いちばん多い落とし穴:「映るのに音が出ない」
断定すると、これはあなたの設定ミスじゃないことが多い。モニターにスピーカーがない、またはHDMI音声を受けない設計だった、が普通にある。ぼくもここで一回つまずいた。
解決は、音の出口を作ること。手っ取り早いのがHDMI音声分離器で、配信端末やチューナーのHDMI音声を別のスピーカーへ逃がせる。まず現実的なのはavedio links HDMI 音声分離器 4K/60Hz。ゲーム機も同居してて規格を欲張るならavedio links HDMI2.1 音声分離器 8K/60Hz ARC/eARCみたいな上位を検討する。
さらに古いスピーカーを生かしたいなら、光デジタルをRCAに落とす変換も効く。光デジタル→RCA DAC 変換を挟むと、昔の赤白ケーブル環境が復活してちょっと嬉しい。
操作をテレビっぽくする:切替とリモコンの現実
複数機器を挿すとHDMIが足りなくなる。ぼくは最初、机の下で抜き差ししてたけど、すぐ嫌になった。そこでUGREEN HDMI切り替え器 4K@60Hz(HDCP2.2)を挟んだら、ようやく生活が落ち着いた。切替器は地味だけど効く。モニター側の入力切替も少なくて済む。
あと、ケーブルで謎の不具合が出ることもある。映像がチラつく、時々ブラックアウトする、みたいな症状が出たら、まずケーブルを疑うのが早い。HDMIケーブル 4K60(HDMI2.0)に替えて安定した経験がある。音を光デジタルで出すなら、光デジタル(TOSLINK)ケーブルも一緒に用意しておくと、買い足しの二度手間が減る。

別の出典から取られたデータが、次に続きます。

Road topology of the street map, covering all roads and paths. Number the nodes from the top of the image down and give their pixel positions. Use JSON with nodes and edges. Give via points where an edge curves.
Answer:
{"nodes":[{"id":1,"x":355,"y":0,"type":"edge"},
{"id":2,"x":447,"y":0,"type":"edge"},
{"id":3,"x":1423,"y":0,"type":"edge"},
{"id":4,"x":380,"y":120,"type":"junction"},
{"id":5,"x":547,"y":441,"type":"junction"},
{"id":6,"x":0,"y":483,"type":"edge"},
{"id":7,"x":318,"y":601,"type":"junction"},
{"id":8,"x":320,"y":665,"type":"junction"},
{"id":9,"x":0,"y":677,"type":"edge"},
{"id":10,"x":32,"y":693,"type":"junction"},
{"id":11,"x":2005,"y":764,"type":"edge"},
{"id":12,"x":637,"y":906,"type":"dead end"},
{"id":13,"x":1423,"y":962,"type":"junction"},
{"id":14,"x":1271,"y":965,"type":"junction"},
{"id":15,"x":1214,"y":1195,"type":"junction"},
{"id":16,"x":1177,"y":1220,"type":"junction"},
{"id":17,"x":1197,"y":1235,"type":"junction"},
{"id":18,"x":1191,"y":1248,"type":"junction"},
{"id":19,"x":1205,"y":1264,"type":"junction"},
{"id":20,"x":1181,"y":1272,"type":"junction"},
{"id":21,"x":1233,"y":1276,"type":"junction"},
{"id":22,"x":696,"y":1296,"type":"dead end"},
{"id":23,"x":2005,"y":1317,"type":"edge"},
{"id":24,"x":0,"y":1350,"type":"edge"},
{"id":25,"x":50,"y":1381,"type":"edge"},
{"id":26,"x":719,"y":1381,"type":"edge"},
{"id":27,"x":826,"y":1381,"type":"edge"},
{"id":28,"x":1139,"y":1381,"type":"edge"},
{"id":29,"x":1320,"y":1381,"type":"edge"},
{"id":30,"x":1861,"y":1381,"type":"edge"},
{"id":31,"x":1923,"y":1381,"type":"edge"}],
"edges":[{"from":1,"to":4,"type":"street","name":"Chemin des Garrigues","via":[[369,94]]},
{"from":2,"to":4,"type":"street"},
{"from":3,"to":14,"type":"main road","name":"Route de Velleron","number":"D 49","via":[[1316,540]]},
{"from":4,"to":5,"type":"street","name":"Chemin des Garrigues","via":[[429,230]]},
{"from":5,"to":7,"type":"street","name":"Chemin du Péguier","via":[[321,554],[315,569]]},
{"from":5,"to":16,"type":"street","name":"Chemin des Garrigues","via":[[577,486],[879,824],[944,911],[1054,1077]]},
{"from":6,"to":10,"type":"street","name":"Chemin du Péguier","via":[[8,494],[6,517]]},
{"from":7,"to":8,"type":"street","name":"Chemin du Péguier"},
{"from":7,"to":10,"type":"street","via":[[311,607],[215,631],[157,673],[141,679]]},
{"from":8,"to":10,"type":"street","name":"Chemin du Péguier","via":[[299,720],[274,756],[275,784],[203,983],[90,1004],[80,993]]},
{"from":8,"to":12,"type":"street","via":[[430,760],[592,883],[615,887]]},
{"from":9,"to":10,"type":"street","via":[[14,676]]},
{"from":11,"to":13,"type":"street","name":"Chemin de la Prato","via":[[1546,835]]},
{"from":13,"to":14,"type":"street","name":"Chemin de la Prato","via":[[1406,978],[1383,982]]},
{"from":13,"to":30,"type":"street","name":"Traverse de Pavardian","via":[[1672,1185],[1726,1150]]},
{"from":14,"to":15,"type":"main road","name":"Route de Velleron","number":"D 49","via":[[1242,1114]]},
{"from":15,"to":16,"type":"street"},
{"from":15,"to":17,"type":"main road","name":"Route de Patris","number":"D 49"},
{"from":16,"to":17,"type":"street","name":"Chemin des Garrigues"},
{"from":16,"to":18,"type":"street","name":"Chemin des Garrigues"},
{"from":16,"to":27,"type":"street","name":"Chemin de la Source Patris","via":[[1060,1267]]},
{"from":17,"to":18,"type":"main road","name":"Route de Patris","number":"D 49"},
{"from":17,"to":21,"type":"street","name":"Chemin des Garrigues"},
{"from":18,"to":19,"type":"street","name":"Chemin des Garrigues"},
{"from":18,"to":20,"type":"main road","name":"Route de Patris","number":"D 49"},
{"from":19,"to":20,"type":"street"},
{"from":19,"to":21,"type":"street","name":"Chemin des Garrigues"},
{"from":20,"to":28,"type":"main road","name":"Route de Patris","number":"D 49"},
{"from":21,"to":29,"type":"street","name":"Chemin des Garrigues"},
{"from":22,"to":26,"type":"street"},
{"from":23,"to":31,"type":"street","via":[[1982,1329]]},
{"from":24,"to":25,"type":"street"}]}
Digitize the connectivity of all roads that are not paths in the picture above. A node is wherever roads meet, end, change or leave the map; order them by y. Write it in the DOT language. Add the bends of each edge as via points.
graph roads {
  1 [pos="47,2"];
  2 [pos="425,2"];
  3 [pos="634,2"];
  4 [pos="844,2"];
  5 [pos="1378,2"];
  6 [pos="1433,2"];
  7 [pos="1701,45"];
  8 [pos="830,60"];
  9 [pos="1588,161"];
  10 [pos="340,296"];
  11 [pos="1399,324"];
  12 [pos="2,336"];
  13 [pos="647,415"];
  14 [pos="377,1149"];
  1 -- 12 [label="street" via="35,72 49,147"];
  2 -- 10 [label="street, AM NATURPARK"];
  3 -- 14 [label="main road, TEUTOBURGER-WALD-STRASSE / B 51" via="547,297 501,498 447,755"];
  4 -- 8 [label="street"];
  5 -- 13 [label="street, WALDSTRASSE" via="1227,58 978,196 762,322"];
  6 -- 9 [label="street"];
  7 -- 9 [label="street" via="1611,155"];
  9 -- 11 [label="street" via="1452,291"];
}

まとめ:モニターは「足りない部品」を足せばテレビになる
配信だけなら、モニターにFire TV Stick 4K Max(第2世代)みたいな端末を挿せば今日から始まる。放送まで欲しいなら、PIXELA Smart Tuner(PIX-SMB400-NX)やマスプロ電工 DT814(新4K衛星放送対応)のように“受信する箱”を足す。最後に音でハマったら、avedio links HDMI 音声分離器 4K/60Hzで出口を作る。ここまで揃うと、テレビ台がなくても案外ちゃんとテレビになる。机の上がちょっと“リビング”に寄ってくる感覚、あれは地味に良い。